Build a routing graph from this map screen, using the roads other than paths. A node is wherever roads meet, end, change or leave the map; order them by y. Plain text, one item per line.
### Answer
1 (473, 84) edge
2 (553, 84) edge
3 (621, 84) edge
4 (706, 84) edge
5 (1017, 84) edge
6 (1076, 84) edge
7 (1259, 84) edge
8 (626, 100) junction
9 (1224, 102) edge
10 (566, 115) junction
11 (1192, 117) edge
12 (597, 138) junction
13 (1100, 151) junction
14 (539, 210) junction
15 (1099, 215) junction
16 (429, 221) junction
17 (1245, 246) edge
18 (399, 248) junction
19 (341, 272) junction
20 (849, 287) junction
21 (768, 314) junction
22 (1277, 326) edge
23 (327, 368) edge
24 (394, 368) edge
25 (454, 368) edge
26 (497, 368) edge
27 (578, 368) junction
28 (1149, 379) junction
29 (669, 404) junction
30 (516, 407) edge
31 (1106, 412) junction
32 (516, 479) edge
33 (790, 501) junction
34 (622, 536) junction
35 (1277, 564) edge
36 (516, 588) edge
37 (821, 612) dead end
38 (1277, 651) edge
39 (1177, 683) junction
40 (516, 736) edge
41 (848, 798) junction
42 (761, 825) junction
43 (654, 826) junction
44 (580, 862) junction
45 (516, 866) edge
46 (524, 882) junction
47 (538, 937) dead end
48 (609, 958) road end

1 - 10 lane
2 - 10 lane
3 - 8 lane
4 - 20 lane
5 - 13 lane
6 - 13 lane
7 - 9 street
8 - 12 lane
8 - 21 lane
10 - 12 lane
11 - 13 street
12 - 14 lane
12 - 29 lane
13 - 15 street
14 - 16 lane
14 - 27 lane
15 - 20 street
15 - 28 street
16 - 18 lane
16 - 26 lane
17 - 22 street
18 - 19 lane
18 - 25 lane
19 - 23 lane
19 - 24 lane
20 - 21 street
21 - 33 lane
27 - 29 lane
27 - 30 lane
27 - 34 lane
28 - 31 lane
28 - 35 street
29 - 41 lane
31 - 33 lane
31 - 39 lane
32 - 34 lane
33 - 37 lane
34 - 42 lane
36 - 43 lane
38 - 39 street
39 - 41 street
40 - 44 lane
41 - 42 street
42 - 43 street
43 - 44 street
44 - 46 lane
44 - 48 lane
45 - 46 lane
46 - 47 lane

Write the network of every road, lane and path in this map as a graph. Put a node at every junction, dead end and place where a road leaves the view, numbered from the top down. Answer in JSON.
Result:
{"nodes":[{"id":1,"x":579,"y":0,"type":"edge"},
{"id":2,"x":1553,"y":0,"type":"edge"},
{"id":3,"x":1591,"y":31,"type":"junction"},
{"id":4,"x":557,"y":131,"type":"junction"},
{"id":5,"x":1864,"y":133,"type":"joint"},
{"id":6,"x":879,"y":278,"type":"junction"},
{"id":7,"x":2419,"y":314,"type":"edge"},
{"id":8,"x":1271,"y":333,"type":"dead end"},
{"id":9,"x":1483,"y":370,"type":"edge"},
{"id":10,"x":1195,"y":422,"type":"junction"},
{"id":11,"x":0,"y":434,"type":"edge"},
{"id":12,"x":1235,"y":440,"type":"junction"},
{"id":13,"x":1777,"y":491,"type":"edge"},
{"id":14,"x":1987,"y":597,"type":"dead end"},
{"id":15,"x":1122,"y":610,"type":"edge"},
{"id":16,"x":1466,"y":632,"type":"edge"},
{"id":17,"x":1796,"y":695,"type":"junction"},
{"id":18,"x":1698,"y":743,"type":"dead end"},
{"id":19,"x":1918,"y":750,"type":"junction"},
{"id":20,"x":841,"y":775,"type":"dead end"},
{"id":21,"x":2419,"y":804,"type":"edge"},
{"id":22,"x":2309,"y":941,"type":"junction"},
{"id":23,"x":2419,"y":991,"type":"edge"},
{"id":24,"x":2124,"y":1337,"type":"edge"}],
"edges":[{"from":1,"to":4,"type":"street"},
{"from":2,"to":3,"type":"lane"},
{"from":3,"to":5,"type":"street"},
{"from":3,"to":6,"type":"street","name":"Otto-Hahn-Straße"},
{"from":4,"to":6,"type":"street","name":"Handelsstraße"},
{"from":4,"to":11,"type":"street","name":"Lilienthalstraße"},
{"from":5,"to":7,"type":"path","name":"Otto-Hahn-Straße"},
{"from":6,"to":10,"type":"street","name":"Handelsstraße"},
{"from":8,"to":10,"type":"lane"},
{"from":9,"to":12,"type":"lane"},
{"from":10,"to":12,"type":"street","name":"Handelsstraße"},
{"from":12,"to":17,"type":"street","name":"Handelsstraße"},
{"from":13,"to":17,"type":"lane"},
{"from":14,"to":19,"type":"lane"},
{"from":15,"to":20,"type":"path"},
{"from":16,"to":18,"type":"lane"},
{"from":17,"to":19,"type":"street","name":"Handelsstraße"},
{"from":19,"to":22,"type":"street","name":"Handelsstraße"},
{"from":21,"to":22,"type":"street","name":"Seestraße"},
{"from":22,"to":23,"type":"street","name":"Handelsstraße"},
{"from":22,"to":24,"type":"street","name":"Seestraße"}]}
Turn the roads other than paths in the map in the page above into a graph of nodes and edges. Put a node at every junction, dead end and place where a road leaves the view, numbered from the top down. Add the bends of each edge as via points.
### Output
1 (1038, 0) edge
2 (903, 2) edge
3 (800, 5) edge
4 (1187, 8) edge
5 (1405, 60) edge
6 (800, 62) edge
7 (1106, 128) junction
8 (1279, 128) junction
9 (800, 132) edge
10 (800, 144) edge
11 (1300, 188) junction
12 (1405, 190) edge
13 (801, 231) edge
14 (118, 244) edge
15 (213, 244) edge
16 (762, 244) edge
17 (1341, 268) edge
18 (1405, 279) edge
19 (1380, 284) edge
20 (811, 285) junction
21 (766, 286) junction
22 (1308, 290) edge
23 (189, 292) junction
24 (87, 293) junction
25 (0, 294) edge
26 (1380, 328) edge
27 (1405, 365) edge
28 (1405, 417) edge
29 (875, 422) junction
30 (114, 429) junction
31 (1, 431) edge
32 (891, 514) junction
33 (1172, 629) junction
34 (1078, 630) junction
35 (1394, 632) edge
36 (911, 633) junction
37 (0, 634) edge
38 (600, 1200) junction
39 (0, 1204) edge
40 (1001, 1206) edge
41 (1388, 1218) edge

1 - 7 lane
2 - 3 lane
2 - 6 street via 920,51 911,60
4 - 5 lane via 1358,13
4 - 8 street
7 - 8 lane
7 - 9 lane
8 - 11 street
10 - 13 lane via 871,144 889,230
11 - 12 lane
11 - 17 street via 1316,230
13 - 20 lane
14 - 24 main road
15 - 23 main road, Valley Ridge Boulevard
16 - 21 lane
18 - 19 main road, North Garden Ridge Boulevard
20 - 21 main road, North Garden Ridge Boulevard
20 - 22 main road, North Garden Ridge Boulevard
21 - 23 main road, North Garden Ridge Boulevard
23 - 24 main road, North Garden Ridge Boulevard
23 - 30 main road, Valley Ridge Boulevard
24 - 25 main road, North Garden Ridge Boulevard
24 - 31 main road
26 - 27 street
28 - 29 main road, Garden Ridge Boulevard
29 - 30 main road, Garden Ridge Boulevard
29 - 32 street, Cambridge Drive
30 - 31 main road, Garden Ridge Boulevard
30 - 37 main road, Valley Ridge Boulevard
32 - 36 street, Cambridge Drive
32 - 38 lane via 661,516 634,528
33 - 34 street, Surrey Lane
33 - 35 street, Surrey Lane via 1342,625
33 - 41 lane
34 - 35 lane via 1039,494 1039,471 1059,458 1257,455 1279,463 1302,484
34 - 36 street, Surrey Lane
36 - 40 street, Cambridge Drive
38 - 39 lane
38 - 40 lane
◇ ◇ ◇ ◇ ◇
▶ **Task description**:
Select, from the listing, all lines that include the word "Seestraße".

▶ **Task result**:
{"from":21,"to":22,"type":"street","name":"Seestraße"},
{"from":22,"to":24,"type":"street","name":"Seestraße"}]}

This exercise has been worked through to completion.